Stored data entries:
§

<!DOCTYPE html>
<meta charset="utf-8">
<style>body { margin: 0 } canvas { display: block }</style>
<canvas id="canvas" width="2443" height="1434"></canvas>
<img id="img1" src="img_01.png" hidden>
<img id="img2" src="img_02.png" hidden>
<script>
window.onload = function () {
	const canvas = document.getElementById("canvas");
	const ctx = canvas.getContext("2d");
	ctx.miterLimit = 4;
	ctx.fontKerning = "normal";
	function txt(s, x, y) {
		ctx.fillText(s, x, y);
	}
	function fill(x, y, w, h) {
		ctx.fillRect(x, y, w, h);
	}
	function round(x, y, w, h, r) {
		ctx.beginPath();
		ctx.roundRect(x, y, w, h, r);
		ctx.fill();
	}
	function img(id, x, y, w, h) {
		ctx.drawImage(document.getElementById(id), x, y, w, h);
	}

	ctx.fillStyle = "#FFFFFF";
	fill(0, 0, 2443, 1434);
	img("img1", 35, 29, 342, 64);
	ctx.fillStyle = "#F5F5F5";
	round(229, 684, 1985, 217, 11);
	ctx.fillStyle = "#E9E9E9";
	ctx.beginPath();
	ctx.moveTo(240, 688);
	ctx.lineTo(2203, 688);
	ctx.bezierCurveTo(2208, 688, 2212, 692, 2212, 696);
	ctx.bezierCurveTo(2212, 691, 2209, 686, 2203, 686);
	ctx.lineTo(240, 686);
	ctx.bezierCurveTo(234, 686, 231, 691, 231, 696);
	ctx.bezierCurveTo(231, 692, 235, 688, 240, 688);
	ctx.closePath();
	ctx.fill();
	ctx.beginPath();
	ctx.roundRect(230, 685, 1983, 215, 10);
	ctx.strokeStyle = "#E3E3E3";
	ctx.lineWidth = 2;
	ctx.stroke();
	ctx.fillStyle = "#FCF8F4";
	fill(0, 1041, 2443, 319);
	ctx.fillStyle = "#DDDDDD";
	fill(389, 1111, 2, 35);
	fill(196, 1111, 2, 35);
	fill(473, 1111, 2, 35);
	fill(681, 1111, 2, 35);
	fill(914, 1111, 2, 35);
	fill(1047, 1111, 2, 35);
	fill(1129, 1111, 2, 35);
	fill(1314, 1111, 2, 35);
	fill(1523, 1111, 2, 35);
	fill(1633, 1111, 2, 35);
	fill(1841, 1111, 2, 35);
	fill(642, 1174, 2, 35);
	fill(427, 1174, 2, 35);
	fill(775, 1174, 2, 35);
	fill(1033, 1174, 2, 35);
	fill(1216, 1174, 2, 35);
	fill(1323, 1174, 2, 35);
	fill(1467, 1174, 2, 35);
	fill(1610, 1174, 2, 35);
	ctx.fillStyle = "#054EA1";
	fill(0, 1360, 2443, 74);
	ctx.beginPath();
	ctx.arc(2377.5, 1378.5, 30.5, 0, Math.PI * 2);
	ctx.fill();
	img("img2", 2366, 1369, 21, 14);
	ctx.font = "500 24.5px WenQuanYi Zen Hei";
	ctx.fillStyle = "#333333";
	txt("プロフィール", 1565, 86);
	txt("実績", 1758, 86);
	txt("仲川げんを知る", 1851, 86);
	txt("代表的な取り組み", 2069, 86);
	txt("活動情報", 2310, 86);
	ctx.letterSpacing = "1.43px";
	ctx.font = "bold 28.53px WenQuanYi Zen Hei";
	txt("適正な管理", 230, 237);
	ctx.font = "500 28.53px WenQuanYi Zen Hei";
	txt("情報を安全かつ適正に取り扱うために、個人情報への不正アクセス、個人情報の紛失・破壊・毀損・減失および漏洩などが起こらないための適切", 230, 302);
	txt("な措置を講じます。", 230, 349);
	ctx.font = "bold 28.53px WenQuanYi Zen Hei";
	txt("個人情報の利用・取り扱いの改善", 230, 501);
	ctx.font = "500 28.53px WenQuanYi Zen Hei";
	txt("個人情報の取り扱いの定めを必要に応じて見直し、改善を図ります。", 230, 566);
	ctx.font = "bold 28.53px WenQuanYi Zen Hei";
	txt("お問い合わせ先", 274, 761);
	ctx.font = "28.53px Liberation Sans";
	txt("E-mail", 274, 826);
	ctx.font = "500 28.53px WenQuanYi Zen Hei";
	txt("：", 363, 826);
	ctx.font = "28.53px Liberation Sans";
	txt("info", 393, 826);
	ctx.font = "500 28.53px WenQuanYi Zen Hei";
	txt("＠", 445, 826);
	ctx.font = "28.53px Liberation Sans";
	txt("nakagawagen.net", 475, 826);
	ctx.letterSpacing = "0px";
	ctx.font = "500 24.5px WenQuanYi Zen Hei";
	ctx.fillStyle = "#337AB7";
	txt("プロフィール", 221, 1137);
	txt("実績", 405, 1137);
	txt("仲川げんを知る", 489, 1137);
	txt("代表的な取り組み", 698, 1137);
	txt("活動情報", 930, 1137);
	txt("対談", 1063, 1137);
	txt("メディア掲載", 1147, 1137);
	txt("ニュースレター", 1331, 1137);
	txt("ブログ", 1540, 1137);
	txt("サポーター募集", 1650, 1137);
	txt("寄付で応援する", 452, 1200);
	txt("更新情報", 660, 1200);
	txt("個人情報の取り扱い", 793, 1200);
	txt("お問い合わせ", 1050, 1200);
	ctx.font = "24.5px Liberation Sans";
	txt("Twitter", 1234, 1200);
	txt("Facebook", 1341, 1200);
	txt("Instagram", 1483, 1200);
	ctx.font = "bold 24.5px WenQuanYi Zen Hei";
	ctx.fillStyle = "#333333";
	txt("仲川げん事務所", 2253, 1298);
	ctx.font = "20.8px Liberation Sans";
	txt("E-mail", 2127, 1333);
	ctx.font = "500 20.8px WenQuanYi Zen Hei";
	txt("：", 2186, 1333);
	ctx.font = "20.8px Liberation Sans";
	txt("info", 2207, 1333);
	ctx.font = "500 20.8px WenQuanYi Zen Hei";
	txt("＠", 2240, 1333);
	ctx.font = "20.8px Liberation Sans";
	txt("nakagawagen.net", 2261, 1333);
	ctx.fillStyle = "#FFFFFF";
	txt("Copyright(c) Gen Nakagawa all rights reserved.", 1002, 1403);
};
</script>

§

*Problem to solve*: Here the job is to transcribe the lines from the first line of the data through the line containing "function fill(x, y, w, h)", inclusive, exactly and with nothing else.

*Response box*:
<!DOCTYPE html>
<meta charset="utf-8">
<style>body { margin: 0 } canvas { display: block }</style>
<canvas id="canvas" width="2443" height="1434"></canvas>
<img id="img1" src="img_01.png" hidden>
<img id="img2" src="img_02.png" hidden>
<script>
window.onload = function () {
	const canvas = document.getElementById("canvas");
	const ctx = canvas.getContext("2d");
	ctx.miterLimit = 4;
	ctx.fontKerning = "normal";
	function txt(s, x, y) {
		ctx.fillText(s, x, y);
	}
	function fill(x, y, w, h) {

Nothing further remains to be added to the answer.